***** Records
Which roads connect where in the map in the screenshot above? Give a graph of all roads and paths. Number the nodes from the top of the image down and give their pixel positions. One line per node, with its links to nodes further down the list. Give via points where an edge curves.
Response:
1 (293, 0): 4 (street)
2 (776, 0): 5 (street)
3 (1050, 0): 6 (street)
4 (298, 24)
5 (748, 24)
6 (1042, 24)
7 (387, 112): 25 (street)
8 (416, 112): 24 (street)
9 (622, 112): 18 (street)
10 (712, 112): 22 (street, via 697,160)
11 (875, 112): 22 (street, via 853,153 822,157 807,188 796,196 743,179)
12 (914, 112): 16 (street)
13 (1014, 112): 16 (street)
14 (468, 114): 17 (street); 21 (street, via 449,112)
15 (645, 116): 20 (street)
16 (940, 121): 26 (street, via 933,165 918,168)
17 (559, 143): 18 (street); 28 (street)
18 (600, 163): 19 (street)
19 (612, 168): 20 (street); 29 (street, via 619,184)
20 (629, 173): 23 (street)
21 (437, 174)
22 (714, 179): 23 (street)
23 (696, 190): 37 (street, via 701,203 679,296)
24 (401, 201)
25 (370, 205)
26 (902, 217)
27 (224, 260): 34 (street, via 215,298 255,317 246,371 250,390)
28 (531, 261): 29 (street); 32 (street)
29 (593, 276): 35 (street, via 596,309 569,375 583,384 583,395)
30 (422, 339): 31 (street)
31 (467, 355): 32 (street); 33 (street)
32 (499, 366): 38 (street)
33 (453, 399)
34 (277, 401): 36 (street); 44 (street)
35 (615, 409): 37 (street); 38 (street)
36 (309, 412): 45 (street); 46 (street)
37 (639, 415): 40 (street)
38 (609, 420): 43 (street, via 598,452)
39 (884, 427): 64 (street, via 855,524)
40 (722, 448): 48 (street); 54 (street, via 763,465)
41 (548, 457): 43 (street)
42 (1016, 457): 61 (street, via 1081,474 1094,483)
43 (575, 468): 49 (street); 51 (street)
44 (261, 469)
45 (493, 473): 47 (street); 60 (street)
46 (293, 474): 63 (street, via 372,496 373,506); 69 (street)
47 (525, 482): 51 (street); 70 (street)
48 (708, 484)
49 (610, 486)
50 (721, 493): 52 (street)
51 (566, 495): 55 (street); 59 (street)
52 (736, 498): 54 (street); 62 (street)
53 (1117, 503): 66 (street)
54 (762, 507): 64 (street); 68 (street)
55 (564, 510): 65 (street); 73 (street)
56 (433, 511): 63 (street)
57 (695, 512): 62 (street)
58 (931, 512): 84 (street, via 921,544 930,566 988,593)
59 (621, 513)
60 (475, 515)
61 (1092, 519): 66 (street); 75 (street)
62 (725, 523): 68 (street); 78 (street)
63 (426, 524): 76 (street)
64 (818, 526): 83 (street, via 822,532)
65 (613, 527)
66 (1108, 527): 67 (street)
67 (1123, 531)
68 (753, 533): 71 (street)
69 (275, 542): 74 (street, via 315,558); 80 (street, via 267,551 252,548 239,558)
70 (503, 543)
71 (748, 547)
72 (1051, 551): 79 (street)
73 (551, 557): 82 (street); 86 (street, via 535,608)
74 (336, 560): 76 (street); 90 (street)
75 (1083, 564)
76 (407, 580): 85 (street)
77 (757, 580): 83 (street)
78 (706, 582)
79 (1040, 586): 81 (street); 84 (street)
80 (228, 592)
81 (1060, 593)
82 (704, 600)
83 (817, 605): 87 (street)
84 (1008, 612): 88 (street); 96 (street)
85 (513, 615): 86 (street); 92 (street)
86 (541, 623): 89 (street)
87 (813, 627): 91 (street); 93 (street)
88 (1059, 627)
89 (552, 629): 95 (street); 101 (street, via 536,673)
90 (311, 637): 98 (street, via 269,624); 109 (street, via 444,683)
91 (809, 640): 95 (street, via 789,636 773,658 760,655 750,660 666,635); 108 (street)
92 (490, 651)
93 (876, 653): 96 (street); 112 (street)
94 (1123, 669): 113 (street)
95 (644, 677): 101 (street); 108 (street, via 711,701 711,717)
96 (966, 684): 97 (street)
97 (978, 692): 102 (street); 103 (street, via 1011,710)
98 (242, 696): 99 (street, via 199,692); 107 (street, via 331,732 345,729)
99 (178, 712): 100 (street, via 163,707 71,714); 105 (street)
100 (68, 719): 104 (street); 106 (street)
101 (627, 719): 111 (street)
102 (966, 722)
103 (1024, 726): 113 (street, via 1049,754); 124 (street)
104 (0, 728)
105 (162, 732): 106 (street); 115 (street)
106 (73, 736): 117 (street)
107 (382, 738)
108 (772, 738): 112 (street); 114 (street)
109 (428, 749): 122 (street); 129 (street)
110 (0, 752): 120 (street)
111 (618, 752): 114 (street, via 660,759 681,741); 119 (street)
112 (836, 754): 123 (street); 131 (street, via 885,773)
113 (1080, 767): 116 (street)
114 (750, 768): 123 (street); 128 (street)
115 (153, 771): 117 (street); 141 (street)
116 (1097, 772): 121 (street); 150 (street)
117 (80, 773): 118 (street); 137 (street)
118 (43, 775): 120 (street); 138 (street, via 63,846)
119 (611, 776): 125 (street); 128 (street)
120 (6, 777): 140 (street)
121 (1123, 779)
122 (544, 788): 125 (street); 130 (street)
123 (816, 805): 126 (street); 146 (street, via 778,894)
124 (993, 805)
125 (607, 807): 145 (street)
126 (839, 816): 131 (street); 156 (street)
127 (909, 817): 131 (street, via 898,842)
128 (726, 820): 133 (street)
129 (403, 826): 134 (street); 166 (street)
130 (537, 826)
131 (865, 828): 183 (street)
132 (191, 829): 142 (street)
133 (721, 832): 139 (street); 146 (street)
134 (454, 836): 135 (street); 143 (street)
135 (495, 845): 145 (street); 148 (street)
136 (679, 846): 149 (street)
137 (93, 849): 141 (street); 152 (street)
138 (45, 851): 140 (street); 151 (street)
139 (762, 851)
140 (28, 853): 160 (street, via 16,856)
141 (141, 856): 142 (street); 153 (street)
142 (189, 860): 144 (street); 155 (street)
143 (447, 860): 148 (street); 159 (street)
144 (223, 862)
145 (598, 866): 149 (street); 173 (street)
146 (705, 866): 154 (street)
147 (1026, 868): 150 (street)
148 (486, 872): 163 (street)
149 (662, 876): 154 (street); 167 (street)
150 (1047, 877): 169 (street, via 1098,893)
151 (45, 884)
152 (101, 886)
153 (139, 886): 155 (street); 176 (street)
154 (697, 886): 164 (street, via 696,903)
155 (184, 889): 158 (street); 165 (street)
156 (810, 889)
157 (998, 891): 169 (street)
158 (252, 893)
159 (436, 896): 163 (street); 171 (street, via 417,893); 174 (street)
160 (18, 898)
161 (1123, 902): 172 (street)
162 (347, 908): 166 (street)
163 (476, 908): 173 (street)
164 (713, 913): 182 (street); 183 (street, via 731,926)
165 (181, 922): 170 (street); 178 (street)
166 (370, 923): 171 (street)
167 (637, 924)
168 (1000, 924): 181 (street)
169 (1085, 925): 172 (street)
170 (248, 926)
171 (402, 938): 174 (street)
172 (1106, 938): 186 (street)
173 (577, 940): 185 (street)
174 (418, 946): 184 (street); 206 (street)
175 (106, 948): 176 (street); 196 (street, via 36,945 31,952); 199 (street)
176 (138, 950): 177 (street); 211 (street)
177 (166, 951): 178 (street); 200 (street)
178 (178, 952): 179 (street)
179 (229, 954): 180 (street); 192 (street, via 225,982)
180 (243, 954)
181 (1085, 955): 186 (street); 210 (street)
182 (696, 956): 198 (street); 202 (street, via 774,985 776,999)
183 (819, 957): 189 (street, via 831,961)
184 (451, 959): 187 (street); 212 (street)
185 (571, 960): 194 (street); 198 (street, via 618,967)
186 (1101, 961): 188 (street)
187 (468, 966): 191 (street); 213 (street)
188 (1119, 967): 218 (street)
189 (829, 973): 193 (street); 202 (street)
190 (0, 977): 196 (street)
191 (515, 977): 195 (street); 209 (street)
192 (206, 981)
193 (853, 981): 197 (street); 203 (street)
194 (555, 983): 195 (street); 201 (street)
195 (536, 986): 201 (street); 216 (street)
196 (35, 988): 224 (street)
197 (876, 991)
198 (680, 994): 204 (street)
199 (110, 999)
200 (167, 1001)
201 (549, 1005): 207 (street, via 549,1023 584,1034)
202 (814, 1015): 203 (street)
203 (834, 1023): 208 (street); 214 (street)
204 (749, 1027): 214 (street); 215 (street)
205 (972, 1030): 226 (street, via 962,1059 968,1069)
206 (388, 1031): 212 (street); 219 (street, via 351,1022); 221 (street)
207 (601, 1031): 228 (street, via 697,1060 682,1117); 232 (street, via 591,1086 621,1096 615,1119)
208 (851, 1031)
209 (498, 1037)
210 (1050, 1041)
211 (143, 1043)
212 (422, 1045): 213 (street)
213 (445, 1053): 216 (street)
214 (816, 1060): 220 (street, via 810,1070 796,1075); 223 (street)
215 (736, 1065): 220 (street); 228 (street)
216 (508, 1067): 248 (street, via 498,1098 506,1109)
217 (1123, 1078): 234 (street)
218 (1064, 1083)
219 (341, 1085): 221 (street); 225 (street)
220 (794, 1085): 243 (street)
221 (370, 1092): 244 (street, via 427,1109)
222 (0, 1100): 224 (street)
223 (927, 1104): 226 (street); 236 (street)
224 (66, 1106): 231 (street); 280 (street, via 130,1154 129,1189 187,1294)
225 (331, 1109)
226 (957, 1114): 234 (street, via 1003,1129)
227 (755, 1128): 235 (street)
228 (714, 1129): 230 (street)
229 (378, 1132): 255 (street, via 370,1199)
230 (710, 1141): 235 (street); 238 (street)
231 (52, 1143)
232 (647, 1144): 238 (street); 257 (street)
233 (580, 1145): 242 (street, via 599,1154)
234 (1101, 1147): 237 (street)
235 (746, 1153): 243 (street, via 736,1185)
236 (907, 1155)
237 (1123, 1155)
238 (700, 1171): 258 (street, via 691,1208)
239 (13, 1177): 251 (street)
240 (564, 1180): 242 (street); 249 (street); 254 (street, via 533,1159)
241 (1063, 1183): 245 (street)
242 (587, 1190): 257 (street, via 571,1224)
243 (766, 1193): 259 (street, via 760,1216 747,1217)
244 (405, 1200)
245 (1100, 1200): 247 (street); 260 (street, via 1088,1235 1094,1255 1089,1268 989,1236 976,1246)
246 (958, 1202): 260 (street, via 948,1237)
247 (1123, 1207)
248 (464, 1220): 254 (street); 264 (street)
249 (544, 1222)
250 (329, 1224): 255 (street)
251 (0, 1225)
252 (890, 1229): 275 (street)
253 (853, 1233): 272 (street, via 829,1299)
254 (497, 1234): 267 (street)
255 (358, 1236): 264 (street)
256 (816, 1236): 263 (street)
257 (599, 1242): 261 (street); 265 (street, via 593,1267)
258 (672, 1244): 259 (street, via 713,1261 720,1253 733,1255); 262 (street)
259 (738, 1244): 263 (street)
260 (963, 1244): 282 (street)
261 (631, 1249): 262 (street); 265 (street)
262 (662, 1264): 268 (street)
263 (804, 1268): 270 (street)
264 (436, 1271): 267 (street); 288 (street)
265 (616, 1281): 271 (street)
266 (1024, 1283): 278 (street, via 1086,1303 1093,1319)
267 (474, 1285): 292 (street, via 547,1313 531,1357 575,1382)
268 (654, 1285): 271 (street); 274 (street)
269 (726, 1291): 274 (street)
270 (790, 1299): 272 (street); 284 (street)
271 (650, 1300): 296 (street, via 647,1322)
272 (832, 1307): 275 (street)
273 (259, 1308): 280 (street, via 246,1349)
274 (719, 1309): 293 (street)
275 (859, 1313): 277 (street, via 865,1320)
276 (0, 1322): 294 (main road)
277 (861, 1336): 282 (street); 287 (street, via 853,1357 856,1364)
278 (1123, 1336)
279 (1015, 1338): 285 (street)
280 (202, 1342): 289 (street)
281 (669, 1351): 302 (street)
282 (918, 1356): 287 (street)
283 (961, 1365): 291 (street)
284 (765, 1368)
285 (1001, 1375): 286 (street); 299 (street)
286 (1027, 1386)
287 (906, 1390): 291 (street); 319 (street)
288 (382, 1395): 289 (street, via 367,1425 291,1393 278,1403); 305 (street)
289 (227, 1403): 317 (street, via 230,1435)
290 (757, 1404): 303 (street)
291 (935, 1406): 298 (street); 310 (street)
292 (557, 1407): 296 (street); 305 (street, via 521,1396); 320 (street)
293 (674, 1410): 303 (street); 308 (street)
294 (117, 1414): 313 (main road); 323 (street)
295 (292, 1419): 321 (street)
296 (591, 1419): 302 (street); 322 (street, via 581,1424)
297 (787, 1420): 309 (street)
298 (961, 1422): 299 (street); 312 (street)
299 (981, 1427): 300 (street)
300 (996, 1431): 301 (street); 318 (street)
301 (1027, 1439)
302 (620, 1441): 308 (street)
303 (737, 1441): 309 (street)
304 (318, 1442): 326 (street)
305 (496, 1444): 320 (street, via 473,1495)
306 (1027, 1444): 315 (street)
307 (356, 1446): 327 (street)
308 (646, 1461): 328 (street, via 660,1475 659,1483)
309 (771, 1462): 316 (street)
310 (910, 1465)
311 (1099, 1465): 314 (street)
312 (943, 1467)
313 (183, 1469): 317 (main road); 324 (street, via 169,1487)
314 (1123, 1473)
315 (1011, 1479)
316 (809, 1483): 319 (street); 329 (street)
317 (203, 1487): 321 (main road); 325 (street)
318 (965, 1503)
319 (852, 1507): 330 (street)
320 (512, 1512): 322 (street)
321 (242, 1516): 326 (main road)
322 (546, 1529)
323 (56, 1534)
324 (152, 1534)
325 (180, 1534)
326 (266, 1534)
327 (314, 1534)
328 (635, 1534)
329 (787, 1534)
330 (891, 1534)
**********
Which lines above hold the string "main"? Copy every one of them.

276 (0, 1322): 294 (main road)
294 (117, 1414): 313 (main road); 323 (street)
313 (183, 1469): 317 (main road); 324 (street, via 169,1487)
317 (203, 1487): 321 (main road); 325 (street)
321 (242, 1516): 326 (main road)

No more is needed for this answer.